In a hard-hitting op-ed appearing on Newsweek, Father Frank Pavone points out why a candidate’s position on abortion should matter most to voters – and why it doesn’t with far too many people.
Father Pavone, National Director of Priests for Life, begins his article with a hypothetical question:
“If a candidate said, ‘I support the use of terrorism to achieve my agenda,’ would you respond, ‘Well, I disagree with your support of terrorism, but if we agree on education and health care funding, maybe I’ll vote for you’.”
Of course we’d never say that! Why? Because we would be so repulsed by the politician’s support for wanton acts of terror that we wouldn’t care what other positions he or she held. Support for terror would be a game-changer regardless of what other positions the voter might have in common with the candidate.
If this is the case, then why do so many people who know abortion is the taking of a human life still vote for “pro-choice” candidates just because they agree with them on other issues?
“That can only be explained by the fact that most people don’t really know what abortion entails,” Father Pavone writes.
“We’re all sickened by images of terrorism. Any of us who saw the carnage and destruction of 9/11, Orlando, San Bernardino, or other such scenes don’t need to have the act of terrorism explained to us. We know that there is no justification for its violence and inhumanity.
“But the act of abortion is one that most don’t see – not even the women who undergo the procedure itself. When we do view it, though, abortion can no longer remain ‘just another issue’.”
He goes on to explain how just reading about abortion techniques can be disturbing to the average citizen. This fact was proved by a major national newspaper that once refused to sell him space for an advertisement because it contained written descriptions of how abortions were performed.
“The paper said that just the words of the ad would traumatize its readers,” Father Pavone says.
“That’s because abortion is just as violent as terrorism. We are not talking here about the mothers themselves. We at Priests for Life minister to them every day, we know their heart-wrenching circumstances, and we see that they are not evil people who want to kill their children. We do not judge them, and we do not compare them to terrorists. What we are comparing, however, are the actions themselves: both abortion and terrorism are the violent destruction of a human life.”
This is why any candidate who says abortion should be legal must be removed from the list of people qualified to hold the public trust, regardless of what else he or she believes.
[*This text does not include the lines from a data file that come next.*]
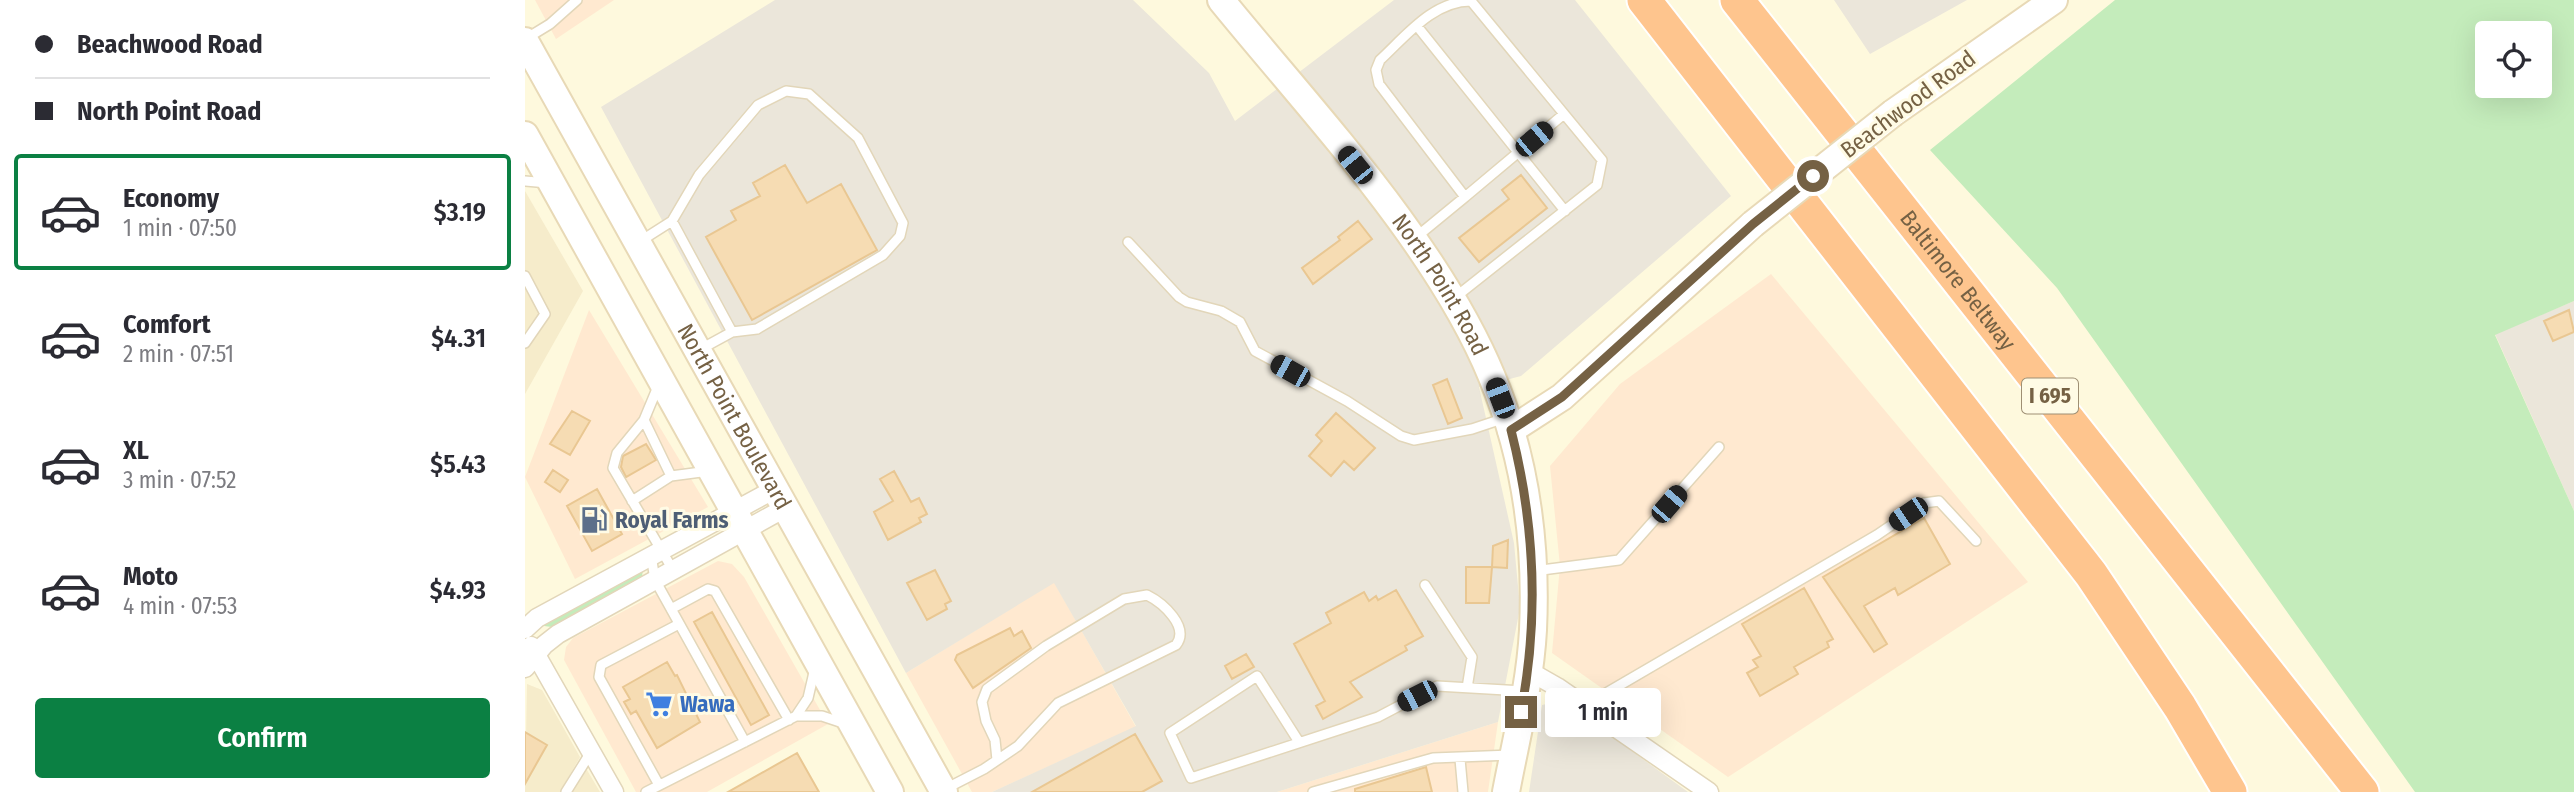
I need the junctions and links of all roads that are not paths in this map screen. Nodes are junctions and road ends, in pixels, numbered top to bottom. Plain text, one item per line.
1 (577, 0) edge
2 (1221, 0) edge
3 (1643, 0) edge
4 (1737, 0) edge
5 (2054, 0) edge
6 (1417, 26) junction
7 (525, 40) edge
8 (1564, 114) junction
9 (525, 135) edge
10 (1518, 152) junction
11 (525, 181) edge
12 (551, 183) junction
13 (1465, 197) junction
14 (1565, 211) junction
15 (672, 221) junction
16 (1412, 240) junction
17 (1128, 242) dead end
18 (638, 243) junction
19 (525, 276) edge
20 (1452, 300) junction
21 (732, 332) junction
22 (525, 343) edge
23 (698, 350) junction
24 (661, 379) junction
25 (644, 420) junction
26 (1509, 424) junction
27 (1719, 447) dead end
28 (712, 471) junction
29 (671, 476) junction
30 (780, 498) junction
31 (632, 501) junction
32 (740, 520) junction
33 (1976, 541) dead end
34 (656, 553) junction
35 (673, 570) junction
36 (1533, 571) junction
37 (655, 580) junction
38 (1425, 584) dead end
39 (671, 609) junction
40 (679, 624) junction
41 (525, 632) edge
42 (817, 660) junction
43 (530, 661) edge
44 (1527, 681) junction
45 (1467, 688) junction
46 (1584, 706) junction
47 (793, 718) junction
48 (854, 727) junction
49 (744, 742) junction
50 (1299, 742) junction
51 (592, 751) junction
52 (1513, 755) junction
53 (1460, 759) junction
54 (997, 760) junction
55 (659, 785) junction
56 (944, 791) edge
57 (566, 792) edge
58 (614, 792) edge
59 (646, 792) edge
60 (890, 792) edge
61 (1313, 792) edge
62 (1463, 792) edge
63 (1506, 792) edge
64 (1709, 792) edge
65 (2230, 792) edge
66 (2362, 792) edge

1 - 7 lane
2 - 16 main road, North Point Road
3 - 65 highway
4 - 66 highway, Baltimore Beltway / I 695
5 - 26 main road, Beachwood Road, bridge
6 - 8 lane
6 - 10 lane
6 - 13 lane
7 - 18 main road, North Point Boulevard
8 - 10 lane
8 - 14 lane
9 - 12 main road, North Point Boulevard
10 - 13 lane
10 - 14 lane
11 - 12 lane
12 - 24 main road, North Point Boulevard
13 - 16 lane
14 - 20 lane
15 - 18 lane
15 - 21 lane
15 - 21 lane
16 - 20 main road, North Point Road
17 - 26 lane
18 - 23 main road, North Point Boulevard
19 - 22 lane
20 - 26 main road, North Point Road
21 - 23 lane
23 - 30 main road, North Point Boulevard
24 - 25 lane
24 - 28 main road, North Point Boulevard
25 - 29 lane
25 - 31 lane
26 - 36 main road, North Point Road
27 - 36 lane
28 - 29 lane
28 - 32 main road, North Point Boulevard
29 - 31 lane
30 - 32 street
30 - 56 main road, North Point Boulevard
31 - 34 lane
32 - 34 street
32 - 35 street
32 - 42 main road, North Point Boulevard
33 - 46 lane
34 - 35 lane
34 - 37 lane
34 - 41 street
35 - 37 street
36 - 44 main road, North Point Road
37 - 39 lane
37 - 43 street
38 - 45 lane
39 - 40 lane
39 - 47 lane
40 - 49 lane
40 - 55 lane
41 - 43 street
42 - 47 lane
42 - 48 main road, North Point Boulevard
43 - 51 street
44 - 45 lane
44 - 46 street
44 - 52 main road, North Point Road
45 - 50 lane
46 - 64 street
47 - 48 lane
47 - 49 lane
48 - 60 main road, North Point Boulevard
49 - 55 lane
50 - 50 lane
51 - 57 lane
51 - 58 street
52 - 53 lane
52 - 63 main road, North Point Road
53 - 61 lane
53 - 62 lane
54 - 54 lane
54 - 56 lane
55 - 59 lane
He quoted from St. John Paul II’s 1988 Apostolic Exhortation, Christifideles Laici, in which he said: “Above all, the common outcry, which is justly made on behalf of human rights – for example, the right to health, to home, to work, to family, to culture – is false and illusory if the right to life, the most basic and fundamental right and the condition for all other personal rights, is not defended with maximum determination.”
“False and illusory. Those are strong and clear words that call for our further reflection,” Father Pavone writes.
“When a candidate says he stands for ‘comprehensive health care,’ that sounds great. But if he considers tearing the arms and legs off of unborn babies as part of ‘health care,’ then his understanding of the term is quite different from its actual meaning. It’s literally false to say that killing is part of health care. It’s illusory to promise health care and deliver death.”
He goes on to say that if a candidate supports the building of affordable housing, this might sound like a great plan to support, but not if he or she supports killing the very people who will live in that public housing.
“If, in short, a candidate speaks up for any human rights, but claims that government can permit the taking of life itself, then that candidate is saying that those human rights for which he stands belong only to some, not to all. And therefore they cannot be human rights. That’s why the claim is false and illusory.”
He concludes: “Elections can be confusing, but if you start evaluating candidates by asking where they stand on abortion, you can save yourself a lot of time. If a politician says he will support laws protecting unborn babies in the womb, he has declared his fitness for public office. If he says he’s in favor of keeping abortion ‘legal,’ there’s nothing else you need to ask. If he doesn’t care about the smallest, most vulnerable members of the human family, how can we expect him to care about us?”